Ruling party leads in Georgia polls

Exit poll shows win for president’s party but opposition says vote rigged.

Georgia election
The opposition says the election was fixed [AFP]

Mass rally
 
The opposition had said before polls closed that they would rally 100,000 people in the centre of Tbilisi to protest after the election.
 
The first official results are not expected until later in the night and if the exit poll is accurate, then Saakashvili’s party would win more than half the 150 seats in parliament.
 
The exit poll put the Christian Democratic Movement third with about eight to nine per cent and the Labour party fourth with about five to six per cent.
 
After voting, Saakashvili said: “Georgia is really a role model for many countries in this region and we intend to stay this way despite all the external pressures we are coming under.”
 
Russia pressure
 
The elections are being seen as a test of the country’s democratic process as it seeks to join Nato and gain Western support in an increasingly bitter row with Russia.
 
Moscow is backing the separatist Georgian region of Abkhazia and has sent peacekeeping troops to the area.
 
Before the vote on Wednesday, Saakashvili made an appeal for national unity, saying that Russia would take advantage of any unrest.
 
“We have to realise how important [the] elections are,” he said.
 
“Our enemy wants tomorrow’s elections to turn into turmoil and internal confrontation.

 
“Our enemy is trying to weaken us and we must respond by consolidating our main values – liberty and democracy.”

The poll came against a background of violence on Wednesday with incidents in and around Abkhazia.

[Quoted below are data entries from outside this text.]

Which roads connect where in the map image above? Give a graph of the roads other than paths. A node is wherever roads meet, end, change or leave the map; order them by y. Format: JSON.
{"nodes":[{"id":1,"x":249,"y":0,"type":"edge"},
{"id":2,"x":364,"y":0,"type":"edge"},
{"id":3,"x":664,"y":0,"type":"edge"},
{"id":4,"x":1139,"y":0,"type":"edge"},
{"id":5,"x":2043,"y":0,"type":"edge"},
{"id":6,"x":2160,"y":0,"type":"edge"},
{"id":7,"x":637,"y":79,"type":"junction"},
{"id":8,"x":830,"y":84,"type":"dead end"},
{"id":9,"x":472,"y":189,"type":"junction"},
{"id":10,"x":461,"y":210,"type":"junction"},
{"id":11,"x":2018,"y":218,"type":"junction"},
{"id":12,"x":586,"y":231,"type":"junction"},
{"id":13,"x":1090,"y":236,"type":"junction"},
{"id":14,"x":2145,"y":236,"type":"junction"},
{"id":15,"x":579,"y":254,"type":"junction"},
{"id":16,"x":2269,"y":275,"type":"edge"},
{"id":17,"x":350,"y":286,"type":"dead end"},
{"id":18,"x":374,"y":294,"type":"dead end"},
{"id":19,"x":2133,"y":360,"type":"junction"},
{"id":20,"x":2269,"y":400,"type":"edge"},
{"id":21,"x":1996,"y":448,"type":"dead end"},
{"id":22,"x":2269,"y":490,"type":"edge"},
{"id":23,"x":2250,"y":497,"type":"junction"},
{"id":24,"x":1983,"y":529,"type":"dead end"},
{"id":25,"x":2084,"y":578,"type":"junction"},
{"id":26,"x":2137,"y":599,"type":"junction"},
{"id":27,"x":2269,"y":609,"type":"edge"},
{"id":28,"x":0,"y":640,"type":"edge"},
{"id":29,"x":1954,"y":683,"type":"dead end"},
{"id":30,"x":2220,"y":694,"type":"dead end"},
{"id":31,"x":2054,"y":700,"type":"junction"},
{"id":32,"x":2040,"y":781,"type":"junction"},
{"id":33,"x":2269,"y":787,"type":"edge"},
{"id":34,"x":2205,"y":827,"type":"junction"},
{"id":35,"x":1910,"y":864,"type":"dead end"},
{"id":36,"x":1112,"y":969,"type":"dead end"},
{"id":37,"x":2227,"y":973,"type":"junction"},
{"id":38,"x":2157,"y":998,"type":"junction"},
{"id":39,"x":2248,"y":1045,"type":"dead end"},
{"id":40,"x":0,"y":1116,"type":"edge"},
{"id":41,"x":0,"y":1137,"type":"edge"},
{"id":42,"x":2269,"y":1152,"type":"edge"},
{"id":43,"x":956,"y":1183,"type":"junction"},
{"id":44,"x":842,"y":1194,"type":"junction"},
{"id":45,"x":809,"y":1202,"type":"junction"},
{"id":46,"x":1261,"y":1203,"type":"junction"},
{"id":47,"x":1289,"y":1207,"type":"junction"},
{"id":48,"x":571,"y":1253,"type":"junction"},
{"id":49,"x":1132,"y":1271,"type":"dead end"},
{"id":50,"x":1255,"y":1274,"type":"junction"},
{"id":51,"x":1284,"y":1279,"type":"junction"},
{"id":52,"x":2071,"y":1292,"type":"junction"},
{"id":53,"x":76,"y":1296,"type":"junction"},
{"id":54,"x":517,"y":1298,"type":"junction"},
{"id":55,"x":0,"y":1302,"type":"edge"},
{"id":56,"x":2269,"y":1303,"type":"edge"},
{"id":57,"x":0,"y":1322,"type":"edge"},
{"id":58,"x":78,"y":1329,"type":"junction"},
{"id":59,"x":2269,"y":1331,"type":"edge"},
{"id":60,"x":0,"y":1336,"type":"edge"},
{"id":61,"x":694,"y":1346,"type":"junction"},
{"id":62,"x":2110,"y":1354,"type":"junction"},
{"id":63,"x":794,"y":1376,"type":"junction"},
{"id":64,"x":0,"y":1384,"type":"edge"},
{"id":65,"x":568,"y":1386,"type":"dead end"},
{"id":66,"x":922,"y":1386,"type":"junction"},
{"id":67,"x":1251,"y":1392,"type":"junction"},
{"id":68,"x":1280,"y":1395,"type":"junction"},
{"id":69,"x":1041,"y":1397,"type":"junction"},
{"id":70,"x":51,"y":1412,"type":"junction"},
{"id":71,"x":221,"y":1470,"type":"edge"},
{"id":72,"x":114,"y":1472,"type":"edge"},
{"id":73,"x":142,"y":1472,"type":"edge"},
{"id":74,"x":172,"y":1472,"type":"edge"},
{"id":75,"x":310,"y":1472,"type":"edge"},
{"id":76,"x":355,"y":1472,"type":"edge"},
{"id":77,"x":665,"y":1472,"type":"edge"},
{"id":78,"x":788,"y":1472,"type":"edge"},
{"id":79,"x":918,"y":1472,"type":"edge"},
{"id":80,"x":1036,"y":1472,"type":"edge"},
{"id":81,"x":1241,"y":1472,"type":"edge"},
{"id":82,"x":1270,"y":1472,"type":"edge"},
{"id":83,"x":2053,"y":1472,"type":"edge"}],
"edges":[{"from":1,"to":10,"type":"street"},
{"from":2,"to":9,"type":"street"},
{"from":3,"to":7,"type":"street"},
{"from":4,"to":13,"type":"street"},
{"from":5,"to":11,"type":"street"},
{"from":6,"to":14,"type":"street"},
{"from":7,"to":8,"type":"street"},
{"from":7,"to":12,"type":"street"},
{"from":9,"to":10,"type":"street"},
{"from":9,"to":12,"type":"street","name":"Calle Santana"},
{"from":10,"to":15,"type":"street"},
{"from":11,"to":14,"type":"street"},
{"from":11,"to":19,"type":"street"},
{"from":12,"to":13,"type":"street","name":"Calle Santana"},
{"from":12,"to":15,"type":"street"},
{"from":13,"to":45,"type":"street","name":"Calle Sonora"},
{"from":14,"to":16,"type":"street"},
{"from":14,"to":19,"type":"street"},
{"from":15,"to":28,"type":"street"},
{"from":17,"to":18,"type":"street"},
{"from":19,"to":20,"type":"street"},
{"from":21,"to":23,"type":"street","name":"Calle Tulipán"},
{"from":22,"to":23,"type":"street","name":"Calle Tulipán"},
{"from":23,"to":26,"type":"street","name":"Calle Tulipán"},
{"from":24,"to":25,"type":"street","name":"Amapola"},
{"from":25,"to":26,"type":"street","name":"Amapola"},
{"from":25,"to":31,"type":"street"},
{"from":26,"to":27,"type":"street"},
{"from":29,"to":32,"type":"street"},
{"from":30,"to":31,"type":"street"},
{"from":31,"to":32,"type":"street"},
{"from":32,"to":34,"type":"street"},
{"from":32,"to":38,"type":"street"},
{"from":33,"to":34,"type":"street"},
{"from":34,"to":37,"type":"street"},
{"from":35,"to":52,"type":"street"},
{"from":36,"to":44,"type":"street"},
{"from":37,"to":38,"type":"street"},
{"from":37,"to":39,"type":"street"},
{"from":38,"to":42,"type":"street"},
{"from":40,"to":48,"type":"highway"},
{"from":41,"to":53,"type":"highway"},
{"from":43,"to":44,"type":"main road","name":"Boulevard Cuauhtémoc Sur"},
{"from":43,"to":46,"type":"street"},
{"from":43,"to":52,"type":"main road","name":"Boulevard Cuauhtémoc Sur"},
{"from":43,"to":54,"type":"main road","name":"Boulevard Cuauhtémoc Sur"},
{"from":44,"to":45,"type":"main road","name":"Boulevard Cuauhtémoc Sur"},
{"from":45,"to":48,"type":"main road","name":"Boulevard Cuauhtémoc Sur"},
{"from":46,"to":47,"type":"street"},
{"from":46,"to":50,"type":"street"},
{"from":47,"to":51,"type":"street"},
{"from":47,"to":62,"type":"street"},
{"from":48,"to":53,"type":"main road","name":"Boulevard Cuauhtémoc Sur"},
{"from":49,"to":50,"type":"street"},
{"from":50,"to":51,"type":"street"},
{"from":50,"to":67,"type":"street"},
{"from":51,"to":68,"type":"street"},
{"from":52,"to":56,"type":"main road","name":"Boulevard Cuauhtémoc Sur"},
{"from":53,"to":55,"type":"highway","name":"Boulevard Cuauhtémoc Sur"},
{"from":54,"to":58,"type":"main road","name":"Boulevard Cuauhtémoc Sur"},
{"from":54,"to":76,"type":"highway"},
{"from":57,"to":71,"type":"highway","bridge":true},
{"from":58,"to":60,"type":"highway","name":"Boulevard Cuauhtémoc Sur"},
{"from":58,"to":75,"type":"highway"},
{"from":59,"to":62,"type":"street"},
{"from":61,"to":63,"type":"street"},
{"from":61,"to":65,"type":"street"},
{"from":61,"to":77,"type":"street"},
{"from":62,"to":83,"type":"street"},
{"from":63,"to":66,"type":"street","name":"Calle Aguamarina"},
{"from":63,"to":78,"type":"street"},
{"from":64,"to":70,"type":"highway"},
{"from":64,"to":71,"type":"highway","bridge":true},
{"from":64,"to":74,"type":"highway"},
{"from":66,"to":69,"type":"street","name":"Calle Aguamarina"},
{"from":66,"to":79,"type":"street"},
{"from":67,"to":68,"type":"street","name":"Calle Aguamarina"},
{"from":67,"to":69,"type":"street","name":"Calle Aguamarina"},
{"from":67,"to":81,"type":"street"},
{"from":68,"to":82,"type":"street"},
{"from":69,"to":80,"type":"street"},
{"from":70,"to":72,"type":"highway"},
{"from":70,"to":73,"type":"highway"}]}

A bus carrying voters was shot at, leaving several people injured and causing a shootout that lasted for 20 minutes.

The government blamed the attack on Abkhaz separatists.

Diplomats have cautioned that the vote will have to have been conducted fairly if Georgia is to obtain Western support in the row over Abkhazia and South Ossetia – the other separatist region backed by Russia.

Georgia’s image as a “rare beacon of democracy” in the former Soviet Union was tarred in November when Saakashvili sent in riot troops to crush protests.

Western observers

Opponents said he rigged a January presidential poll, a charge he denies.

The Organisation for Security and Co-operation in Europe (OSCE), the main Western election monitoring body, has sent 550 observers to  monitor the vote and is to deliver a verdict on its conduct on Thursday.

Saakashvili became the “darling of the West” after he gained power in 2003, promising market reforms, a greater adherence to democracy and re-orienting the country towards the European mainstream.

But the opposition says that Saakashvili’s rhetoric about democracy masks his intolerance of dissent.

Nato, which has told Georgia that it can join the alliance in the future, has said it will also be watching to ensure the election is fair.